Военные сравнения у Ивана Васильича провертываются часто: он сделал последнюю русско-турецкую кампанию и фельдфебелем какой-то стрелковой роты переходил Балканы. После того служил на железной дороге, но по слабости зрения должен был бросить эту «обязанность», потом служил урядником, — помилуйте, ни днем, ни ночью нет покоя, а народ какой здесь — того смотри, что голову оторвут, а у Ивана Васильича семья. Пензенский уроженец, он попал на Урал по той же причине, как и многие другие: дома нечего делать, а здешние места захвалили. Оно действительно, места обширные, и жить можно, да народ, сказать правду, варнак. Сердце Ивана Васильича возмущалось убойными сибирскими нравами.
II
Мы идем по лесу. Под ногами хрустят сучки. Трава совсем сухая. Иван Васильич шагает в своих резиновых калошах и несет длинного «туляка» (ружье) на плече, точно по команде «ружья вольно!» Юлка суетливо шныряет между деревьями, и я по лицу Ивана Васильича вижу, что он доволен собакой, которая «забирает верхним чутьем» и нейдет глухариными подъедями и кормежками. Вот и ложок и покрасневший от мороза осинник с своей яркой, точно ситцевой листвой — даже есть те линючие тона, какие производит московская мануфактура.

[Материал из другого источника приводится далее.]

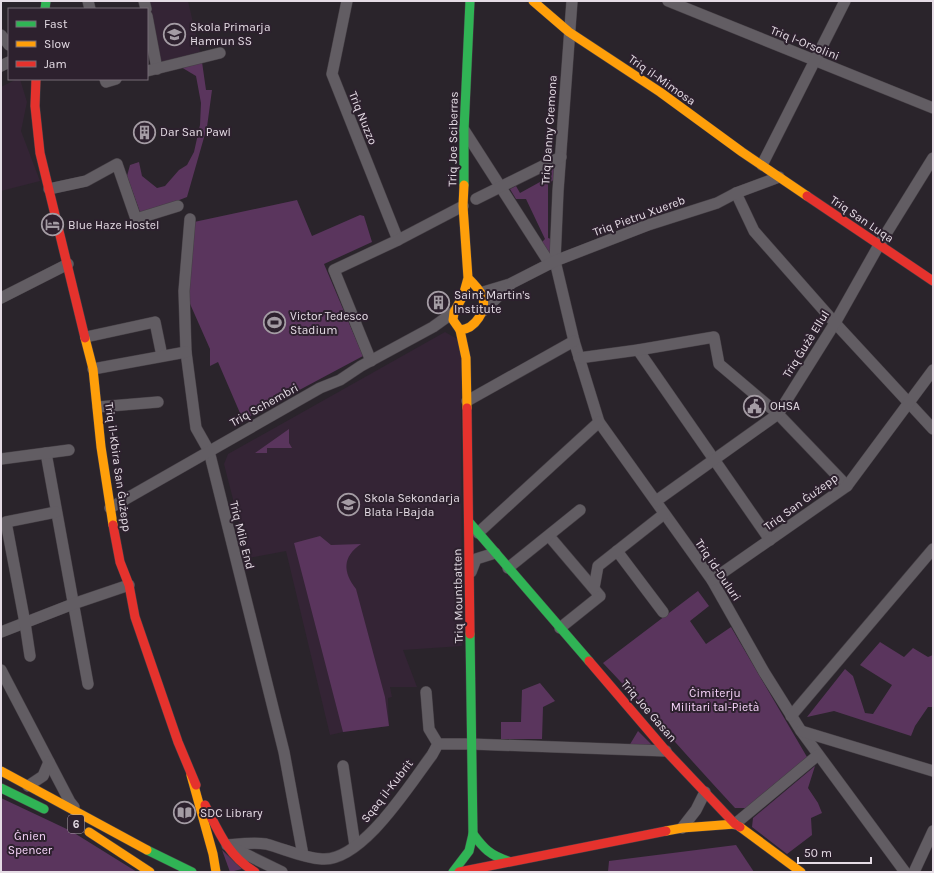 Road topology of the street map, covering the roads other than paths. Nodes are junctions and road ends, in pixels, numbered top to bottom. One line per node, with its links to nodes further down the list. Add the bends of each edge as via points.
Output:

— Конечно, жалованье маловато, на пятнадцать рублей не много расширишься… — говорит Иван Васильич и останавливается, как вкопанный: Юлка брехнула на птицу, и глухарь забормотал на нее.
Это момент самый интересный на охоте: так и встрепенешься весь. Солнце уже село, но в лесу еще светло, и деревья отчетливо вырезываются своими контурами на отбелевшем осеннем небе. Мы расходимся. Иван Васильич предоставляет мне добычу, и я уже заметил высокую лиственницу, где бормочет глухарь. Небольшой перелесок отделяет меня от этого дерева, но подойти ближе нельзя: чуткая птица, пожалуй, не пустит, а проклятые сучки так и хрустят под ногами. Останавливаюсь и перевожу дыхание. Слышно, как бьется сердце. Еще несколько шагов — и добыча будет в роковом круге «поля поражения». Немного больше ста шагов, но винтовка Лебоди[2] возьмет и дальше. Сквозь поредевшую листву просматриваю в последний раз глухаря — он сидит на длинном сучке и разговаривает с собакой. Вот пауза, нужно стоять смирно и стрелять, когда глухарь опять забормочет. В это время он не слышит выстрелов, и можно из малокалиберной винтовки «отвесить» по нем раз десять. Вот опять бормотание, выстрел, и облачко дыма мешает разглядеть результаты. Нет, глухарь сидит на старом месте и только сильнее вытянул шею по сучку, — значит, пуля пронесла верхом. Второй выстрел заставил его подскочить — пуля обнизила. Обыкновенно в таких случаях глухарь улетает, но этот непуганый и после небольшой паузы начинает опять разговаривать. Третий выстрел, и птица снялась с дерева широкими взмахами своих крыльев, сплавилась под пролеском и исчезла. Слышно, как Юлка заливается, но это уже не торжествующий, осмысленный лай, а просто собачий азарт: она потеряла птицу. Ужасно досадно, и я в утешение себе рассматриваю свою винтовку: что с ней такое случилось?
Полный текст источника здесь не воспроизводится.